Выбрать главу

По дороге от стойки, держа в каждой руке по пинте пива и балансируя между большими пальцами полпинтой лимонадного шанди, Пол размышлял над своим решением. В конце концов чудесно было бы хоть с кем-нибудь поделиться, ведь он целый месяц пытался справиться с этим один. И может, есть маленькая вероятность, что они над ним посмеются, обзовут недотепой и взаправду объяснят (ведь они же взрослые, Большие Люди, которые Знают Мир, и смогут предложить чудовищно очевидное объяснение, известное всем во вселенной, кроме него). В крайнем случае они скажут, что он с дуба рухнул и все себе навоображал, — он на собственной шкуре испытал, что Дункан и Дженни, когда захотят бывают весьма убедительны. Хорошо бы поверить, что это все его воображение!

Да, но почему-то он промолчал.

— Вот это "венткастер", — только сказал он, раздавая кружки. — Как насчет пульки?

Они два часа играли в преферанс, Дункан выиграл один заход, а Дженни все остальные. И даже несмотря на то, что Дженни не смогла удержаться и не сказать, что Пол, по всей видимости, влюблен, ведь только тот, у кого мозги съехали от любовного вздора, может объявлять тройку при такой груде дерьма, и несмотря на то, что Дункан и Дженни то и дело в критические моменты отвлекались, чтобы потереться носами и поцеловать друг друга в бровь или в глаз, так чудесно было снова заниматься чем-то нормальным, например играть в карты в пабе со старым другом (или со старым другом и его повелительницей, что почти одно и то же). Три половинки и пинта лимонадного шанди тоже, конечно, сделали свое, хотя голос разума нашептывал, что завтра в семь утра об этом пункте вечерней программы он пожалеет.

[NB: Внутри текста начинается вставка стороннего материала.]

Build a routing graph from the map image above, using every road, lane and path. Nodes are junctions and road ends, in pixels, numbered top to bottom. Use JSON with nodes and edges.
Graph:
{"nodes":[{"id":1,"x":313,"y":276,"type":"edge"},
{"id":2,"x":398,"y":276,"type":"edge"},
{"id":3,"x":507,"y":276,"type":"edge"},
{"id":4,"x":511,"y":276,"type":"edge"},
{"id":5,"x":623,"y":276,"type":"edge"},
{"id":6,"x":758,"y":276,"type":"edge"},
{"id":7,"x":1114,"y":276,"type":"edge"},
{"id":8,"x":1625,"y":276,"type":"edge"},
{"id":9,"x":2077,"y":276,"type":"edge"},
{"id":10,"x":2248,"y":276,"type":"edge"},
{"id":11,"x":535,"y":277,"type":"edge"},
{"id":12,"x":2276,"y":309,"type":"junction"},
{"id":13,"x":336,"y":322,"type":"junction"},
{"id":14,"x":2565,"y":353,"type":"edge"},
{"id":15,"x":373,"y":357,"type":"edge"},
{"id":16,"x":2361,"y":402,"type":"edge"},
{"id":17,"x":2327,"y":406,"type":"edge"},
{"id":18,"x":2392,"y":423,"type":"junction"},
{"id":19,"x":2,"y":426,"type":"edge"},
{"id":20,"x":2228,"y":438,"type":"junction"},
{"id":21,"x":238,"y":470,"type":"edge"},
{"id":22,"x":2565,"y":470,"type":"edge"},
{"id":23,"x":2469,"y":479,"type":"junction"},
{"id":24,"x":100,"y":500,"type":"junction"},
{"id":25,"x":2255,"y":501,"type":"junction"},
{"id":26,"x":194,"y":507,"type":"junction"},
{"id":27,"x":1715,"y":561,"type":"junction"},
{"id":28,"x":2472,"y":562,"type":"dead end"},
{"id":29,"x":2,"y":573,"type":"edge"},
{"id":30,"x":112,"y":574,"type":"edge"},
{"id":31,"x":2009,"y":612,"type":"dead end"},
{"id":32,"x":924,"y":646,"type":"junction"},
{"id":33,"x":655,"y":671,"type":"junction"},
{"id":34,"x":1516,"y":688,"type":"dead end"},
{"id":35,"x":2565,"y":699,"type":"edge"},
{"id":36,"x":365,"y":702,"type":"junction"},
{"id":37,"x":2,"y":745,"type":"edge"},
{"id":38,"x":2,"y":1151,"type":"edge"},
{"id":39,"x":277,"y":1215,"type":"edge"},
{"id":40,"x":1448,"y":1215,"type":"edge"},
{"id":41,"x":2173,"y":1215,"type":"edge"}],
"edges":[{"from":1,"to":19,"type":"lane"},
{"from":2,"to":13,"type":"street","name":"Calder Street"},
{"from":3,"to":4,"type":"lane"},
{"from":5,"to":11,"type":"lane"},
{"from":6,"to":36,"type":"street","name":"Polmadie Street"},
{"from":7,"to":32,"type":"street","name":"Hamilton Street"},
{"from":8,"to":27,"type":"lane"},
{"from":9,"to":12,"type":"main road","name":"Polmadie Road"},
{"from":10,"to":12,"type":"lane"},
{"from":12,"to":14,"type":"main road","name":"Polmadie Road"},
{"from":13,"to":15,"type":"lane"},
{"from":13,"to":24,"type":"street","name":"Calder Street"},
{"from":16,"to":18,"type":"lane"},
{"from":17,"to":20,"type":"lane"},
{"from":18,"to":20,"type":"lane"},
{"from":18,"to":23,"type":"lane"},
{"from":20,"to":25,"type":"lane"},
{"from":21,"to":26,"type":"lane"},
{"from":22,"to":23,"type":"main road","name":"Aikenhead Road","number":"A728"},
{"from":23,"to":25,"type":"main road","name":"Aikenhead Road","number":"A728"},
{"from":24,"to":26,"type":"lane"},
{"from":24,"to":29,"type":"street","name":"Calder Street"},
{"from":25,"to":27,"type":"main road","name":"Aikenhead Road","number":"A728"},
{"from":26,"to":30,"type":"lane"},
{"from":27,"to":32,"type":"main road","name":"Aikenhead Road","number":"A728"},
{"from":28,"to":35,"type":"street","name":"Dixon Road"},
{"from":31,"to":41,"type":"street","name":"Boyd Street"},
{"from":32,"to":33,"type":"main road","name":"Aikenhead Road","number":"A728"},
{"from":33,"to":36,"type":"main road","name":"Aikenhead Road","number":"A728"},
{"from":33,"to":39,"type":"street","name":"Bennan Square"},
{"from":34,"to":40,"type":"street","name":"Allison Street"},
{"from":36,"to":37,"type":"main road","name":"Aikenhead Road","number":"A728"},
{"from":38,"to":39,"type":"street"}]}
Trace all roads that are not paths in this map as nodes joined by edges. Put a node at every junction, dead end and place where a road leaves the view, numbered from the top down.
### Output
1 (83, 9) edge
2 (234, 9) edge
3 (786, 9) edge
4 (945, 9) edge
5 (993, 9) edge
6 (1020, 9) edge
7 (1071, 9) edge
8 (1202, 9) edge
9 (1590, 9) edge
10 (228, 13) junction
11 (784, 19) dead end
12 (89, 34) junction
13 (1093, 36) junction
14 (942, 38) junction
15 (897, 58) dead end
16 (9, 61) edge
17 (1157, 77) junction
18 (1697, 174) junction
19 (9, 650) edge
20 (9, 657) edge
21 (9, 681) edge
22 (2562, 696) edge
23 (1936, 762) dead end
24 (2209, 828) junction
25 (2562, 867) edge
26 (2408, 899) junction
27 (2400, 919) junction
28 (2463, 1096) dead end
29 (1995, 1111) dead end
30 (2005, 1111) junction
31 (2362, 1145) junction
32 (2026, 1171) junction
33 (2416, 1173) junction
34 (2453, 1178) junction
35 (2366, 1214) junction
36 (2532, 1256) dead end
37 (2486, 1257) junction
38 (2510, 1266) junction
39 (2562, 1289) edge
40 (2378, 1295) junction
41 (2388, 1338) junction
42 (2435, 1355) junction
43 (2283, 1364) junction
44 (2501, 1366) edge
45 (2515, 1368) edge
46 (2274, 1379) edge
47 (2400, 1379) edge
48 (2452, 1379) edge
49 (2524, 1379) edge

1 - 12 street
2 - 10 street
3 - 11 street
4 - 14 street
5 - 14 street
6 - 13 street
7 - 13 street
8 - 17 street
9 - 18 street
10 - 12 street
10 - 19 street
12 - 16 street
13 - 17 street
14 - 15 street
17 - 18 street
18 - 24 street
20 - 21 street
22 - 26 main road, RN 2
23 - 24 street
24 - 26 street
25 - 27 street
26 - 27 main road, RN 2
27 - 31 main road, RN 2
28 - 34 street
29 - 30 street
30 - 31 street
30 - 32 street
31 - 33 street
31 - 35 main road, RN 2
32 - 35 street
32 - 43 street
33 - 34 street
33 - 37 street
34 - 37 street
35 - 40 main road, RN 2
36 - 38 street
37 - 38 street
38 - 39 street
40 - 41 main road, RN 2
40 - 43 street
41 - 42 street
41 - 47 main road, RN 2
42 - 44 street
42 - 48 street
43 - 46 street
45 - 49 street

Более того, он не мог не заметить легкой перемены в друзьях, будто его статус немного, но вырос: из бедного смешного Пола, у которого до сих пор нет ни работы, ни девушки, он возвысился до младшего подмастерья в великом "Жизнь, Инк"; да, до них ему, как до звезды, но он теперь — член той же партии, "один из нас", а не бездомный беженец из детства.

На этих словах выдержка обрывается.